[What to work on] Every line of the data that includes "Maio" should be copied out.

+++++

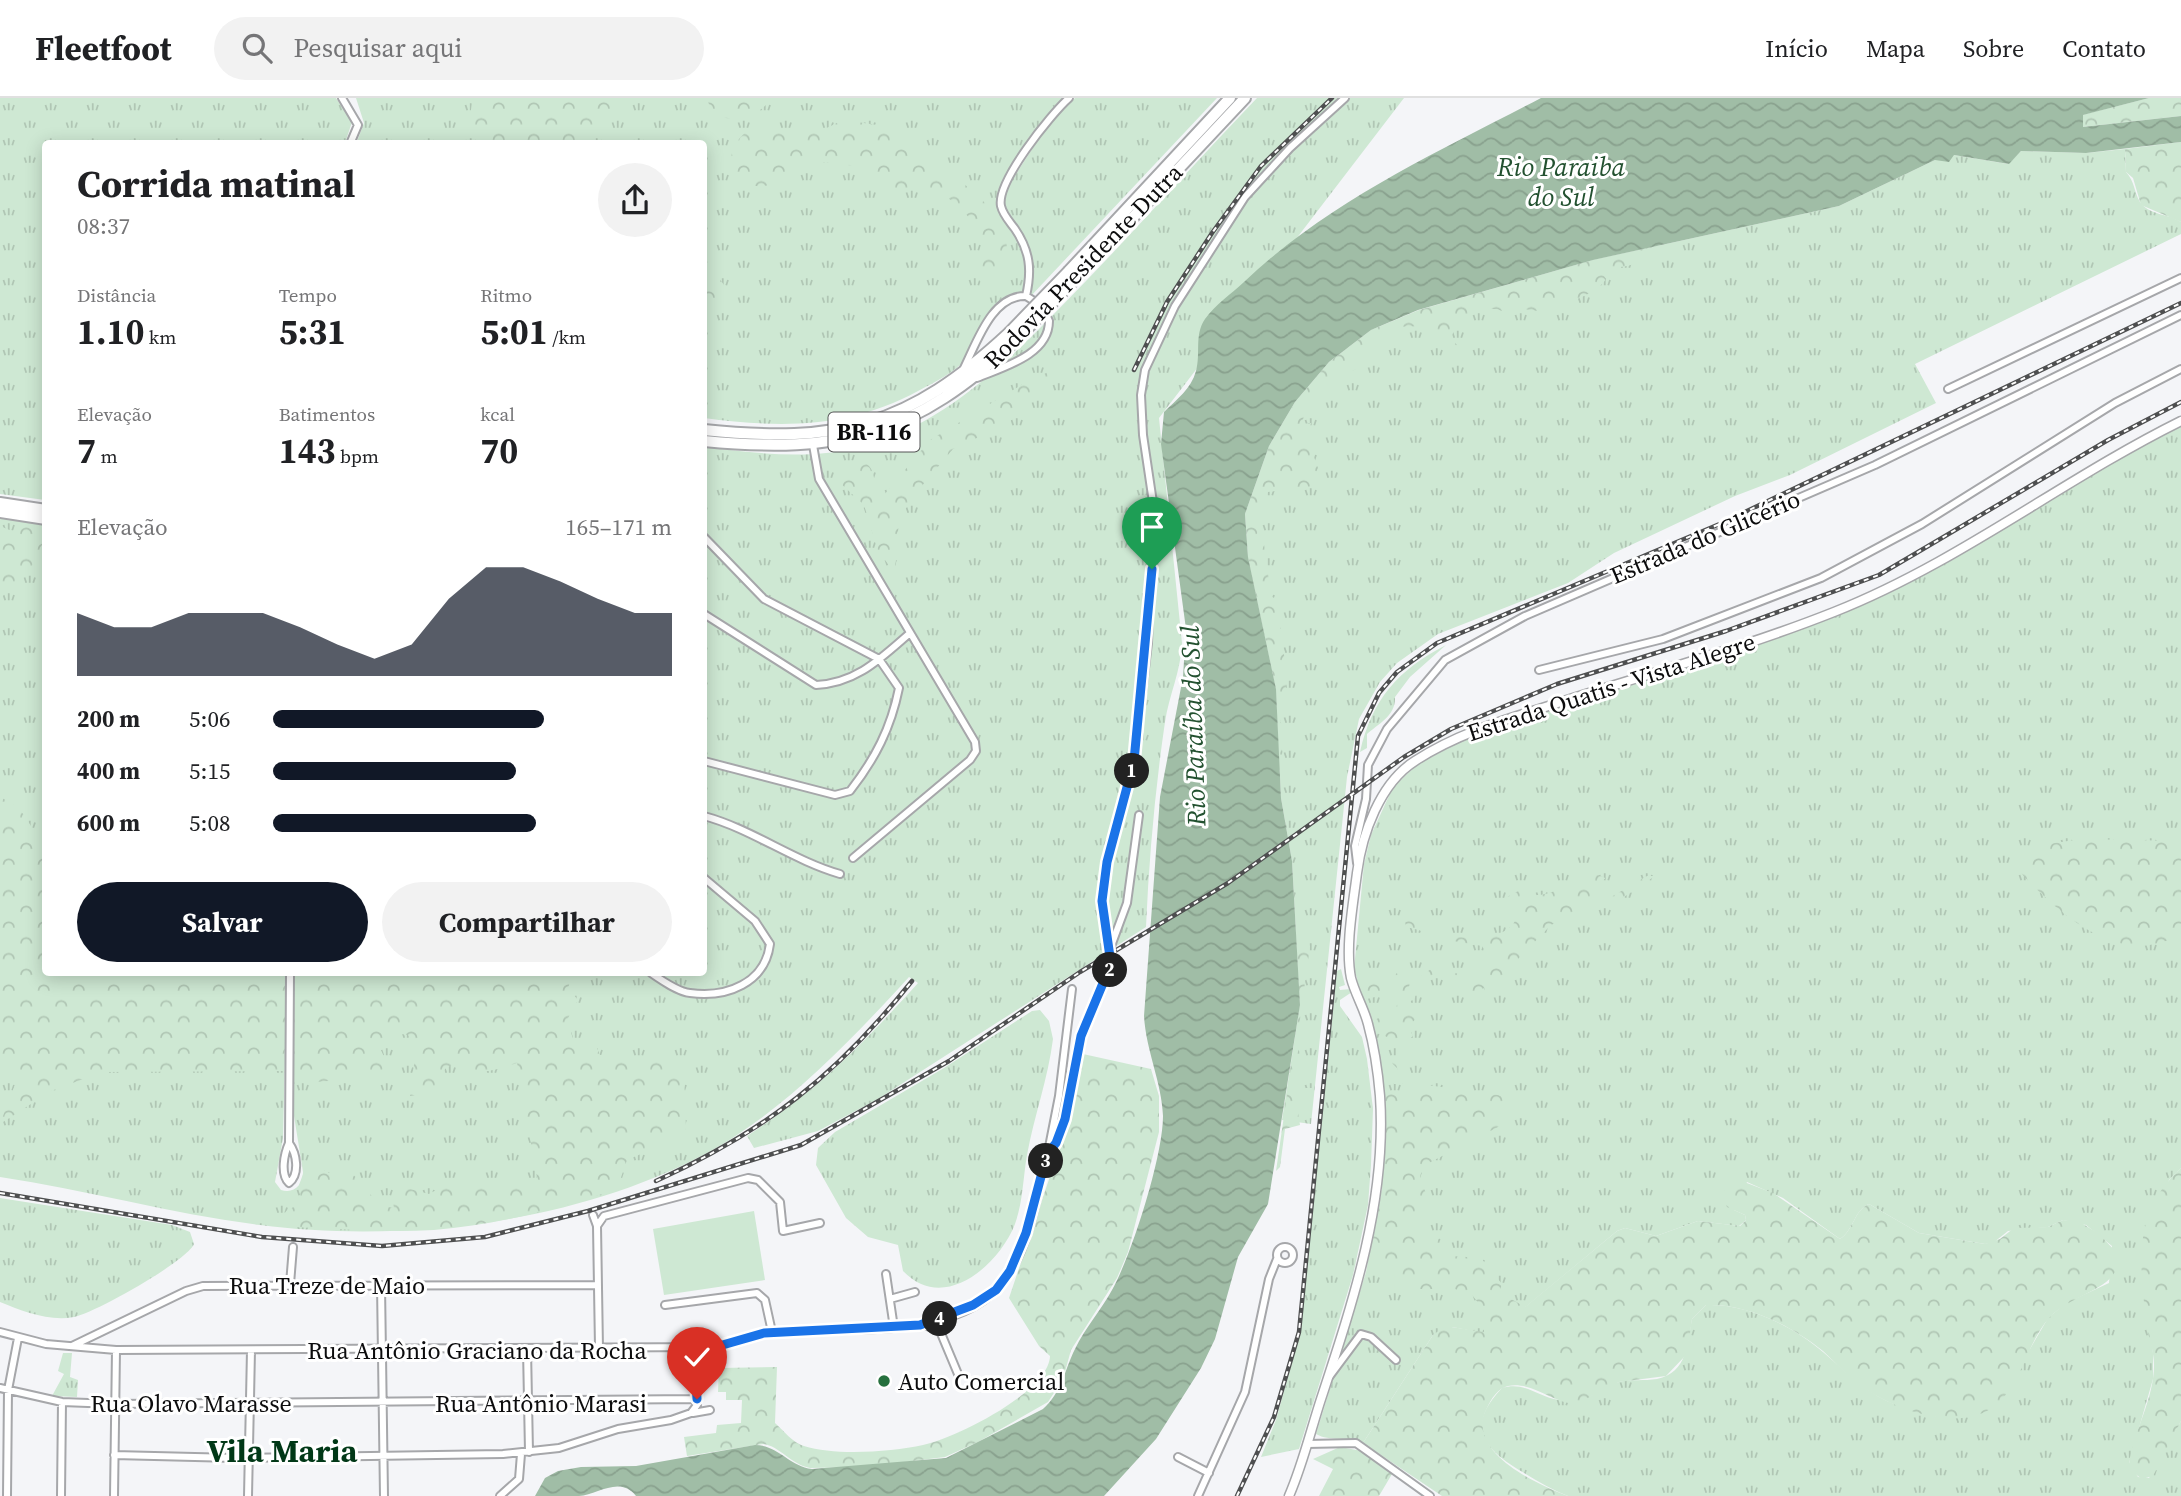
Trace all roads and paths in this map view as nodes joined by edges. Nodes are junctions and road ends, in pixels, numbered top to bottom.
1 (342, 98) edge
2 (1069, 98) edge
3 (1230, 98) edge
4 (1245, 98) edge
5 (1345, 98) edge
6 (352, 140) edge
7 (1073, 275) junction
8 (2181, 278) edge
9 (1026, 296) junction
10 (2181, 316) edge
11 (2181, 369) edge
12 (965, 378) junction
13 (1948, 389) dead end
14 (2181, 421) edge
15 (707, 430) edge
16 (707, 441) edge
17 (813, 445) junction
18 (0, 503) edge
19 (42, 509) edge
20 (0, 512) edge
21 (42, 518) edge
22 (707, 540) edge
23 (707, 616) edge
24 (910, 632) junction
25 (879, 659) junction
26 (1539, 670) dead end
27 (707, 762) edge
28 (1139, 815) dead end
29 (707, 817) edge
30 (853, 858) dead end
31 (1357, 869) junction
32 (840, 874) dead end
33 (707, 881) edge
34 (1110, 949) junction
35 (290, 976) edge
36 (657, 976) edge
37 (1072, 989) dead end
38 (289, 1143) junction
39 (1047, 1154) junction
40 (593, 1215) dead end
41 (820, 1223) dead end
42 (597, 1226) junction
43 (293, 1247) dead end
44 (1277, 1259) dead end
45 (886, 1274) dead end
46 (290, 1284) junction
47 (381, 1285) junction
48 (598, 1285) junction
49 (915, 1292) dead end
50 (890, 1299) junction
51 (665, 1305) dead end
52 (916, 1325) junction
53 (894, 1328) junction
54 (0, 1332) edge
55 (772, 1332) junction
56 (18, 1338) junction
57 (70, 1347) junction
58 (599, 1348) junction
59 (694, 1348) junction
60 (527, 1349) junction
61 (116, 1350) junction
62 (251, 1350) junction
63 (383, 1350) junction
64 (1396, 1360) dead end
65 (958, 1374) dead end
66 (1328, 1379) junction
67 (0, 1388) edge
68 (8, 1390) junction
69 (62, 1402) junction
70 (527, 1402) junction
71 (697, 1402) junction
72 (248, 1403) junction
73 (384, 1403) junction
74 (114, 1404) junction
75 (710, 1410) dead end
76 (691, 1413) junction
77 (1307, 1444) junction
78 (525, 1453) junction
79 (114, 1455) junction
80 (385, 1455) junction
81 (247, 1457) junction
82 (1178, 1457) dead end
83 (1209, 1473) junction
84 (7, 1496) edge
85 (61, 1496) edge
86 (114, 1496) edge
87 (248, 1496) edge
88 (384, 1496) edge
89 (500, 1496) edge
90 (1198, 1496) edge
91 (1289, 1496) edge
92 (1430, 1496) edge

1 - 6 street
2 - 9 street
3 - 7 highway, Rodovia Presidente Dutra / BR-116
4 - 7 highway, Rodovia Presidente Dutra / BR-116
5 - 34 street, Rua Antônio Graciano da Rocha
7 - 12 highway, Rodovia Presidente Dutra / BR-116, bridge
8 - 13 street
9 - 12 street
9 - 12 street
10 - 31 street, Estrada do Glicério
11 - 26 street
12 - 15 highway, Rodovia Presidente Dutra / BR-116
12 - 17 highway, Rodovia Presidente Dutra / BR-116
14 - 31 street, Estrada Quatis - Vista Alegre
16 - 17 highway, Rodovia Presidente Dutra / BR-116
17 - 24 street
18 - 19 highway
20 - 21 highway
22 - 25 street
23 - 25 street
24 - 25 street
24 - 30 street
25 - 27 street
28 - 34 street
29 - 32 street
31 - 66 street, Estrada Quatis - Vista Alegre
33 - 36 street
34 - 39 street, Rua Antônio Graciano da Rocha
35 - 38 street
37 - 39 street
38 - 38 street
39 - 52 street, Rua Antônio Graciano da Rocha
40 - 42 street
41 - 42 street
42 - 48 street
43 - 46 street
44 - 83 street
45 - 50 street
46 - 47 street, Rua Treze de Maio
46 - 57 street, Rua Treze de Maio
47 - 48 street, Rua Treze de Maio
47 - 63 street
48 - 58 street
49 - 50 street
50 - 53 street
51 - 55 street
52 - 53 street, Rua Antônio Graciano da Rocha
52 - 65 street
53 - 55 street, Rua Antônio Graciano da Rocha
54 - 56 street, Rua Antônio Graciano da Rocha
55 - 59 street, Rua Antônio Graciano da Rocha
56 - 57 street, Rua Antônio Graciano da Rocha
56 - 68 street
57 - 61 street, Rua Antônio Graciano da Rocha
58 - 59 street, Rua Antônio Graciano da Rocha
58 - 60 street, Rua Antônio Graciano da Rocha
59 - 71 street
60 - 63 street, Rua Antônio Graciano da Rocha
60 - 70 street
61 - 62 street, Rua Antônio Graciano da Rocha
61 - 74 street
62 - 63 street, Rua Antônio Graciano da Rocha
62 - 72 street
63 - 73 street
64 - 66 street
66 - 77 street, Estrada Quatis - Vista Alegre
67 - 68 street, Rua Olavo Marasse
68 - 69 street, Rua Olavo Marasse
68 - 84 street
69 - 74 street, Rua Olavo Marasse
69 - 85 street
70 - 71 street, Rua Antônio Marasi
70 - 73 street, Rua Antônio Marasi
70 - 78 street
71 - 76 street
72 - 73 street, Rua Olavo Marasse
72 - 74 street, Rua Olavo Marasse
72 - 81 street
73 - 80 street
74 - 79 street
75 - 76 street
76 - 78 street
77 - 91 street, Estrada Quatis - Vista Alegre
77 - 92 street
78 - 80 street
78 - 89 street
79 - 81 street
79 - 86 street
80 - 81 street
80 - 88 street
81 - 87 street
82 - 83 street
83 - 90 street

+++++

[Answer section]
46 - 47 street, Rua Treze de Maio
46 - 57 street, Rua Treze de Maio
47 - 48 street, Rua Treze de Maio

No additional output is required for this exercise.